这些牲畜数以万计,浩浩荡荡,各种叫声叠在一起,场面堪称壮观。邺县的百姓们都跑过来围观,在后头捡着粪便。

运送牲畜来的亲兵喜气洋洋道:“闻公,这是将军令我们给您送来的战利品!”

元里心中喜悦,笑容满面,“你们将军赢了?”

亲兵点点头,又摇摇头,将草原上的事情告诉了元里。

楚贺潮带着骑兵深入草原数百里,击杀了一路所能遇见的匈奴散部,歼敌已有一万人,收获了足足五万头牲畜。楚贺潮派人将这些牲畜送到了后方,分别送到了北疆、幽州、并州和冀州。

“后面还有人继续送牲畜和匈奴俘虏回来,”亲兵道,“将军此时应该已经攻到匈奴王庭处了。”

元里眉目舒展,虽然楚贺潮没有回来,但这也是一个好消息。

他又细细询问楚贺潮可有受伤、前方伤病情况如何、粮草可够,亲兵一一答了。

送完了牲畜之后,楚贺潮的亲兵还要再回去。回去之前,他犹豫地道:“闻公,将军大人令我问您要一件东西。”

元里道:“什么东西?”

“您的贴身衣物,”亲兵黝黑的脸红了,“将军想要您一件贴身衣服,以解相思之情。”

元里:“……”

楚贺潮这绝对是故意在调笑他。

他面无表情片刻,忽然露出了笑,吩咐林田去拿了一个包裹递给了亲兵。

亲兵连忙接住,道谢后便匆匆离去。

之后的一个月,果然如亲兵所说的那样,不断有牛羊马送到冀州,数目足有七八万头。元里将羊马交给了手下放牧,牛则被他分给了自愿屯田的百姓。

在后方忙着春耕之时,楚贺潮已经与匈奴王庭打了起来。

呼延浑屠猝不及防,他的心神本就被草原上四方蛮族的纷争分走了一部分,没有料到楚贺潮竟然知晓王庭之所在,还会在初春之时便深入草原。

此时是他们最虚弱的时候,兵力分散,马匹虚弱。匈奴仓促组织起来的抵抗楚贺潮的兵力几乎没有与其一战的力量,被楚贺潮一再击败。

匈奴王庭七万人,皆被歼灭。

匈奴大将、大都尉、当户和相国、小王均被俘虏,没有了战马,这些匈奴人好像陡然被戳破了凶猛的外壳,就连他们都有些恍惚,不敢相信这样被追着打的局面。

他们竟然……这么弱小吗?

中原人竟然能这么强吗?

匈奴人侵略中原时残暴无人性,烧杀抢掠无所不作,但他们从来没有想到这样的惨剧会有一天降临到自己的头上。

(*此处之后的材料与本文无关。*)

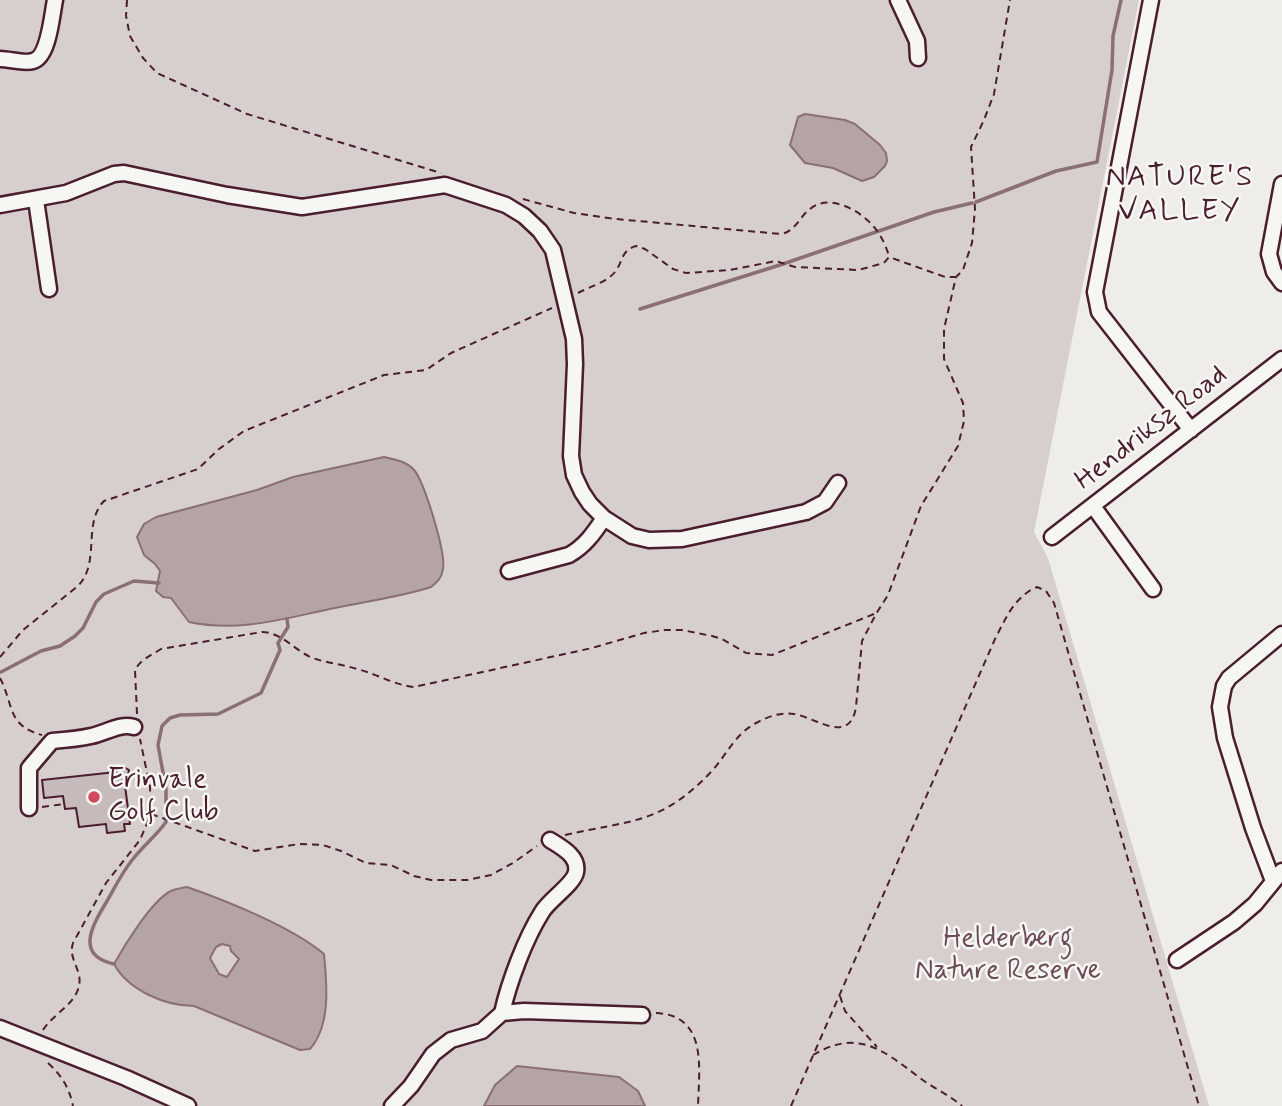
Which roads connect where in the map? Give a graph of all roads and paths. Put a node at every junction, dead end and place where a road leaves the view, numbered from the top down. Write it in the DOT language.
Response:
graph roads {
  1 [pos="55,0"];
  2 [pos="127,0"];
  3 [pos="898,0"];
  4 [pos="1010,0"];
  5 [pos="1152,0"];
  6 [pos="918,58"];
  7 [pos="0,59"];
  8 [pos="440,172"];
  9 [pos="1282,184"];
  10 [pos="523,199"];
  11 [pos="37,200"];
  12 [pos="0,205"];
  13 [pos="889,257"];
  14 [pos="956,277"];
  15 [pos="1282,283"];
  16 [pos="50,289"];
  17 [pos="565,300"];
  18 [pos="1282,359"];
  19 [pos="1191,430"];
  20 [pos="838,483"];
  21 [pos="1093,506"];
  22 [pos="604,518"];
  23 [pos="1052,537"];
  24 [pos="509,571"];
  25 [pos="1153,589"];
  26 [pos="876,614"];
  27 [pos="1282,634"];
  28 [pos="0,657"];
  29 [pos="0,677"];
  30 [pos="134,727"];
  31 [pos="52,741"];
  32 [pos="64,804"];
  33 [pos="35,808"];
  34 [pos="151,814"];
  35 [pos="550,840"];
  36 [pos="1278,876"];
  37 [pos="1177,960"];
  38 [pos="839,995"];
  39 [pos="502,1013"];
  40 [pos="642,1015"];
  41 [pos="0,1028"];
  42 [pos="37,1043"];
  43 [pos="878,1047"];
  44 [pos="813,1056"];
  45 [pos="48,1062"];
  46 [pos="73,1106"];
  47 [pos="188,1106"];
  48 [pos="392,1106"];
  49 [pos="698,1106"];
  50 [pos="791,1106"];
  51 [pos="962,1106"];
  52 [pos="1199,1106"];
  1 -- 7 [label="street"];
  2 -- 8 [label="path"];
  3 -- 6 [label="street"];
  4 -- 14 [label="path"];
  5 -- 19 [label="street"];
  9 -- 15 [label="street"];
  10 -- 13 [label="path"];
  11 -- 12 [label="street"];
  11 -- 16 [label="street"];
  11 -- 17 [label="street"];
  13 -- 14 [label="path"];
  13 -- 17 [label="path"];
  14 -- 26 [label="path"];
  17 -- 22 [label="street"];
  17 -- 28 [label="path"];
  18 -- 19 [label="street, Hendriksz Road"];
  19 -- 21 [label="street, Hendriksz Road"];
  20 -- 22 [label="street"];
  21 -- 23 [label="street, Hendriksz Road"];
  21 -- 25 [label="street"];
  22 -- 24 [label="street"];
  26 -- 30 [label="path"];
  26 -- 35 [label="path"];
  27 -- 36 [label="street"];
  29 -- 31 [label="path"];
  30 -- 31 [label="street"];
  30 -- 34 [label="path"];
  31 -- 33 [label="street"];
  32 -- 33 [label="path"];
  34 -- 35 [label="path"];
  34 -- 42 [label="path"];
  35 -- 39 [label="street"];
  36 -- 37 [label="street"];
  38 -- 43 [label="path"];
  38 -- 44 [label="path"];
  38 -- 52 [label="path"];
  39 -- 40 [label="street"];
  39 -- 48 [label="street"];
  40 -- 49 [label="path"];
  41 -- 42 [label="street"];
  42 -- 47 [label="street"];
  43 -- 44 [label="path"];
  43 -- 51 [label="path"];
  44 -- 50 [label="path"];
  45 -- 46 [label="path"];
}
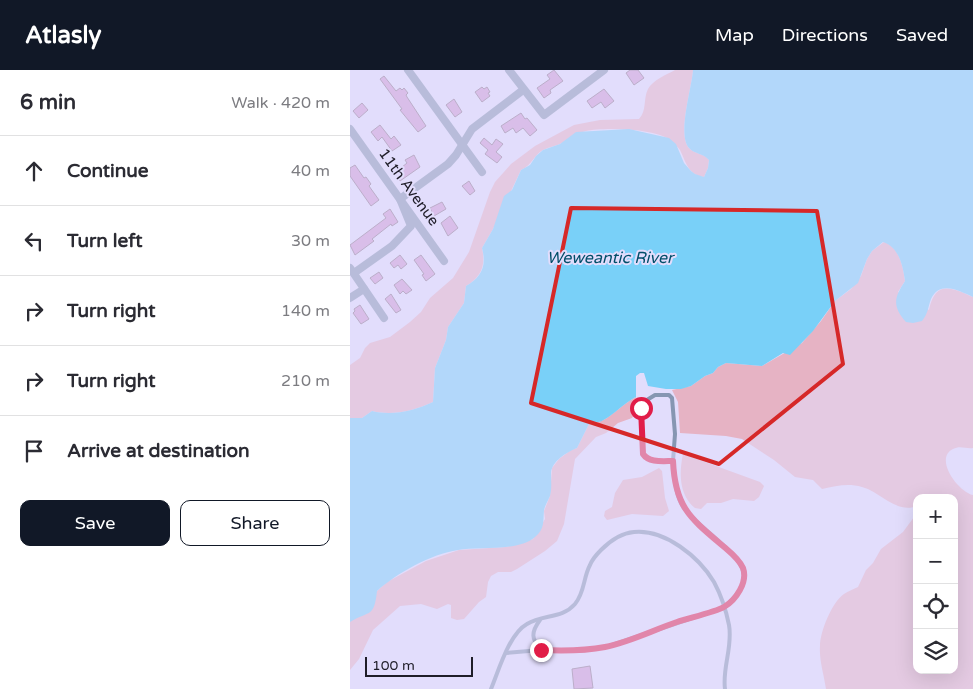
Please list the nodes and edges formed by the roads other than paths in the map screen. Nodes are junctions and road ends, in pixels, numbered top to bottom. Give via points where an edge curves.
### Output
1 (408, 70) edge
2 (509, 70) edge
3 (604, 70) edge
4 (523, 90) junction
5 (350, 130) edge
6 (462, 146) junction
7 (482, 172) dead end
8 (400, 200) junction
9 (444, 261) dead end
10 (352, 270) edge
11 (364, 289) junction
12 (350, 298) edge
13 (384, 318) dead end
14 (673, 461) junction
15 (724, 607) junction
16 (540, 620) junction
17 (541, 650) junction
18 (506, 653) junction
19 (490, 689) edge
20 (725, 689) edge

1 - 6 street
2 - 4 street
3 - 4 street via 544,114
4 - 6 street via 472,129
5 - 8 street, 11th Avenue
6 - 7 street
6 - 8 street via 448,164
8 - 9 street, 11th Avenue
8 - 10 street via 411,226 392,246
10 - 11 street
11 - 12 street
11 - 13 street
14 - 14 lane via 675,427 672,398 655,395 642,403 643,454 651,461
14 - 15 lane via 678,494 684,508 698,525 732,553 743,568 742,587
15 - 16 lane via 714,582 690,555 674,542 634,532 615,538 600,551 590,565 582,594 568,611
15 - 17 lane via 606,647 579,651
15 - 20 lane via 730,646
16 - 17 lane via 533,639
16 - 18 lane via 528,623 520,630
17 - 18 lane
18 - 19 lane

他们被中原人打得狼狈逃窜,断臂残肢、惨叫咒骂,地位彻底颠倒。

匈奴人终于体会到了被他们无辜杀死的中原人的恐惧。

马匹饿得跑不动路,哪怕是逃也逃不过楚贺潮的军队。

浑身沾血的楚贺潮挥了挥大刀,刀上的血水顺着铁面流下,滴滴答答落在青草上。他平静的目光扫过一地的尸体、残破的营帐,最后看向逃跑的匈奴人,“吩咐下去,包围起匈奴人的后方,追击战可不好打。”

袁丛云立即应是。

楚贺潮扯唇笑了,手指抹掉脸上的血,“让兄弟们报一报先前的仇吧。”

鲜血染红了草皮,混入春雨汇聚的河流之中。

呼延浑屠在亲兵保护下突围出了包围圈,逃出王庭后便立即向左右贤王部发出了派兵支援的命令。

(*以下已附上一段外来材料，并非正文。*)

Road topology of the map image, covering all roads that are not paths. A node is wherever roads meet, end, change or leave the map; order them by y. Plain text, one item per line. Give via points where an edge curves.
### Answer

在逃跑的马匹上,他怒斥道:“为什么楚贺潮到了王庭还没有人告诉我他的行踪!”

部下惊慌失措,像每一个被匈奴侵犯时逃跑的中原人一样恐惧道:“不知道,我不知道……是楚贺潮!一定是楚贺潮杀了一路遇到的所有匈奴人,才没有活着的匈奴人前来禀报消息!”

但这个可能性只会让匈奴人更加胆寒。

此时在他们的眼里,楚贺潮无疑跟煞神一般可怖。

后方的军队还在紧追不放,大声嘲笑着匈奴单于,“快来看啊,匈奴单于也有被中原人杀得抱头逃窜的这一天吗?”

呼延浑屠只当没有听见,带领着部下往右贤王部逃。

左贤王虽也是他的儿子,但有个担任右将军的外祖父。他从来不会小看自己的兄弟和儿女们,从父亲呼延乌珠的身上,他也学到了绝不能对兄弟子女抱有希望。

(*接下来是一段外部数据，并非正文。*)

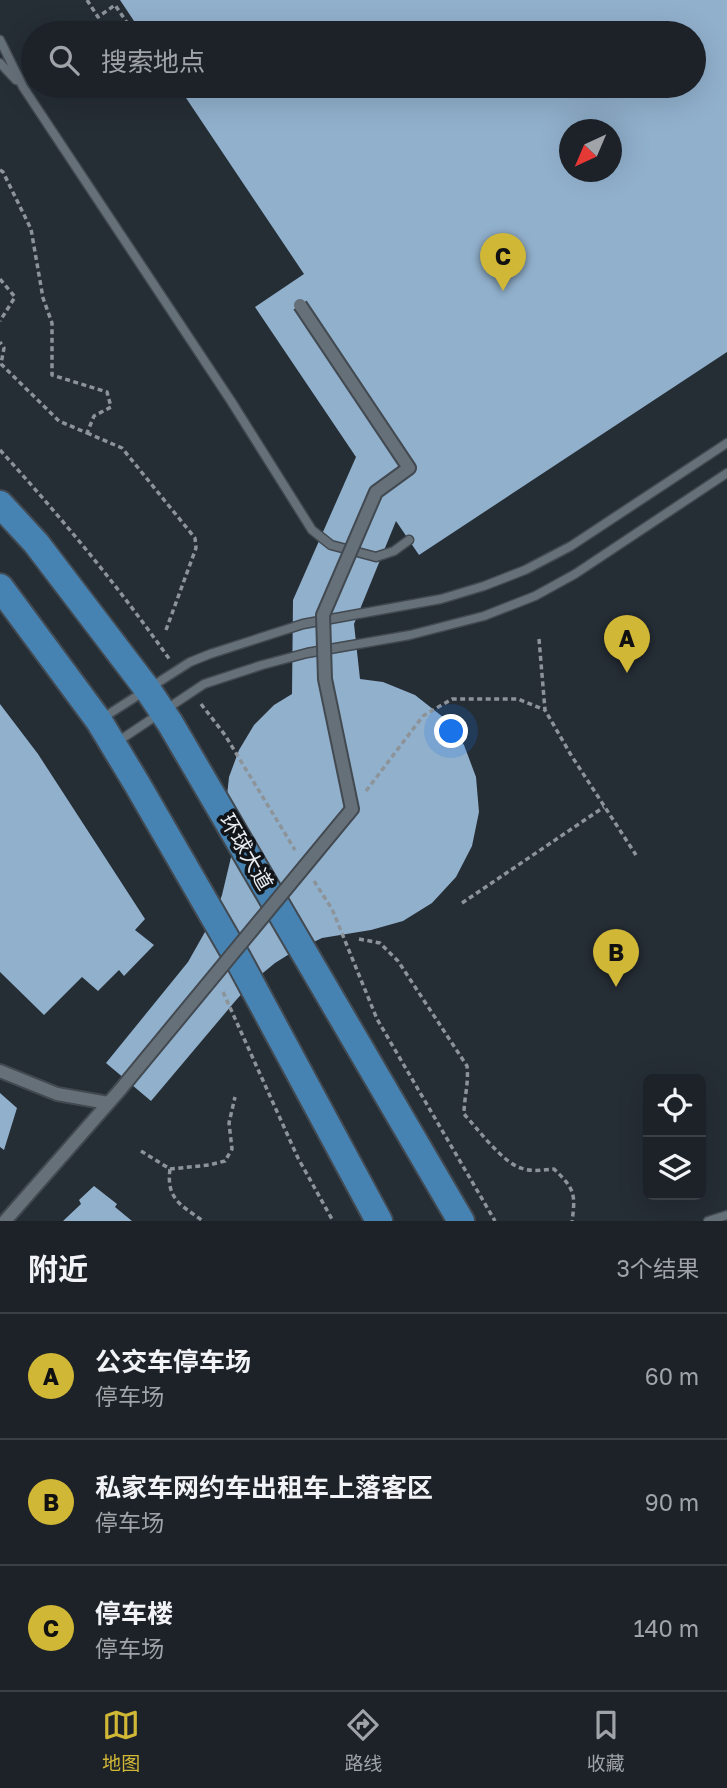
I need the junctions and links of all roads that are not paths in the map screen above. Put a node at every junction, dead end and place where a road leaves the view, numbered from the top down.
1 (0, 40) edge
2 (0, 64) edge
3 (21, 83) edge
4 (21, 85) edge
5 (30, 98) edge
6 (300, 305) dead end
7 (727, 443) edge
8 (727, 473) edge
9 (0, 503) edge
10 (409, 540) dead end
11 (0, 587) edge
12 (148, 691) junction
13 (163, 713) junction
14 (99, 721) junction
15 (113, 744) junction
16 (0, 1071) edge
17 (107, 1103) junction
18 (727, 1215) edge
19 (5, 1221) edge
20 (379, 1221) edge
21 (461, 1221) edge
22 (708, 1221) edge

1 - 3 lane
2 - 4 lane
5 - 10 lane
6 - 17 street, bridge
7 - 12 lane
8 - 13 lane
9 - 12 main road, 环球大道
11 - 14 main road
12 - 13 main road, 环球大道
12 - 14 lane
13 - 15 lane
13 - 21 main road, 环球大道
14 - 15 main road
15 - 20 main road
16 - 17 street
17 - 19 street
18 - 22 lane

如今王庭被破在即,他如果去找左贤王,也有被野心勃勃的儿子杀死夺取单于之位的可能性。但担任右贤王的长子老实愚笨,右贤王部的兵力可由他掌控。

但呼延浑屠没有想到,等他到达右贤王部时,竟然发现右贤王部也受到了袭击。

袭击他们的还是早已跟匈奴暗中联手的乌丸人!

“可恨的乌丸人!”呼延浑屠大怒,他的双目翻滚着骇人的怒火和冷静,“他们竟然背叛了我……”

从去年到现在,一件件事都脱离了呼延浑屠的掌控。

明明是他占据了优势,但忽然之间臣服于他的四方蛮族却有了纷争,在他处理四方蛮族之时,乌丸人却又背叛了他。

部下着急问道:“单于,我们该怎么办?”

呼延浑屠抛下脑中残酷的想法,很快就冷静了下来,“还能怎么办?逃,往北方逃。”

但逃之前,他也要带走右贤王部落的兵力和牲畜。

呼延浑屠沉思片刻,道:“你派人去找乌丸人的首领,就说我呼延浑屠求他一见。”

身为残暴的、强悍的匈奴单于,征服整个草原四方蛮族的王,呼延浑屠知道,尊严和脸面都可以抛弃。

只要活着,他就有东山再起的机会。

*

璞延见到了呼延浑屠派来找他的人,得知呼延浑屠想见他一面后,璞延犹豫许久还是来了。

当然,他不是一个人来的。他随身带着亲兵,又让三千士卒埋伏在身后,准备一举捉拿呼延浑屠讨好楚贺潮。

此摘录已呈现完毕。